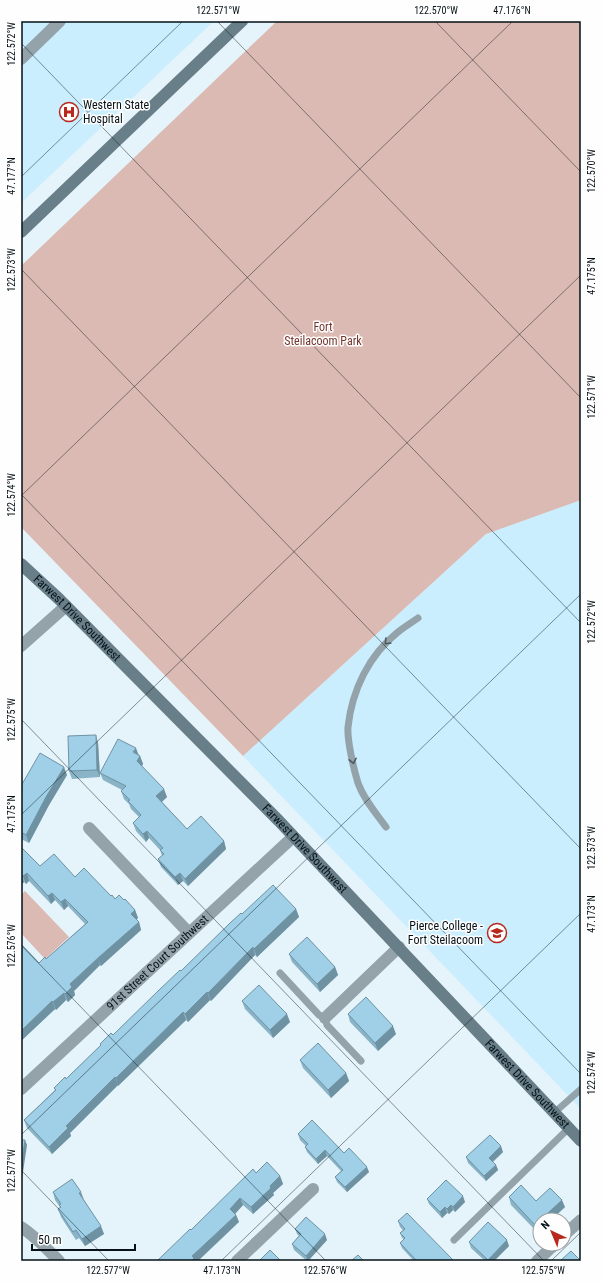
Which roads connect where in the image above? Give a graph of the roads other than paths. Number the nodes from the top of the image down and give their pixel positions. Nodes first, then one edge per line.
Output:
1 (60, 21) edge
2 (242, 21) edge
3 (21, 59) edge
4 (21, 232) edge
5 (21, 564) edge
6 (66, 606) junction
7 (418, 618) dead end
8 (21, 646) edge
9 (386, 827) dead end
10 (89, 828) dead end
11 (293, 837) junction
12 (189, 933) junction
13 (399, 947) junction
14 (280, 973) dead end
15 (325, 1018) junction
16 (361, 1061) dead end
17 (21, 1089) edge
18 (581, 1089) edge
19 (554, 1113) junction
20 (569, 1128) junction
21 (581, 1141) edge
22 (313, 1189) dead end
23 (580, 1222) edge
24 (21, 1227) edge
25 (572, 1228) edge
26 (454, 1240) dead end
27 (547, 1252) edge
28 (59, 1261) edge
29 (237, 1261) edge
30 (537, 1261) edge

1 - 3 street
2 - 4 street
5 - 6 street, Farwest Drive Southwest
6 - 8 street
6 - 11 street, Farwest Drive Southwest
7 -> 9 lane
10 - 12 street
11 - 12 street, 91st Street Court Southwest
11 - 13 street, Farwest Drive Southwest
12 - 17 street, 91st Street Court Southwest
13 - 15 street
13 - 19 street, Farwest Drive Southwest
14 - 15 lane
15 - 16 lane
18 - 19 lane
19 - 20 street, Farwest Drive Southwest
20 - 21 street, Farwest Drive Southwest
20 - 26 lane
22 - 29 street
23 - 25 street
24 - 28 street
27 - 30 street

■ ■ ■ ■

_WHAT IS NEEDED_. Go over the listing above and copy out each line that includes "Drive".

_SOLUTION_.
5 - 6 street, Farwest Drive Southwest
6 - 11 street, Farwest Drive Southwest
11 - 13 street, Farwest Drive Southwest
13 - 19 street, Farwest Drive Southwest
19 - 20 street, Farwest Drive Southwest
20 - 21 street, Farwest Drive Southwest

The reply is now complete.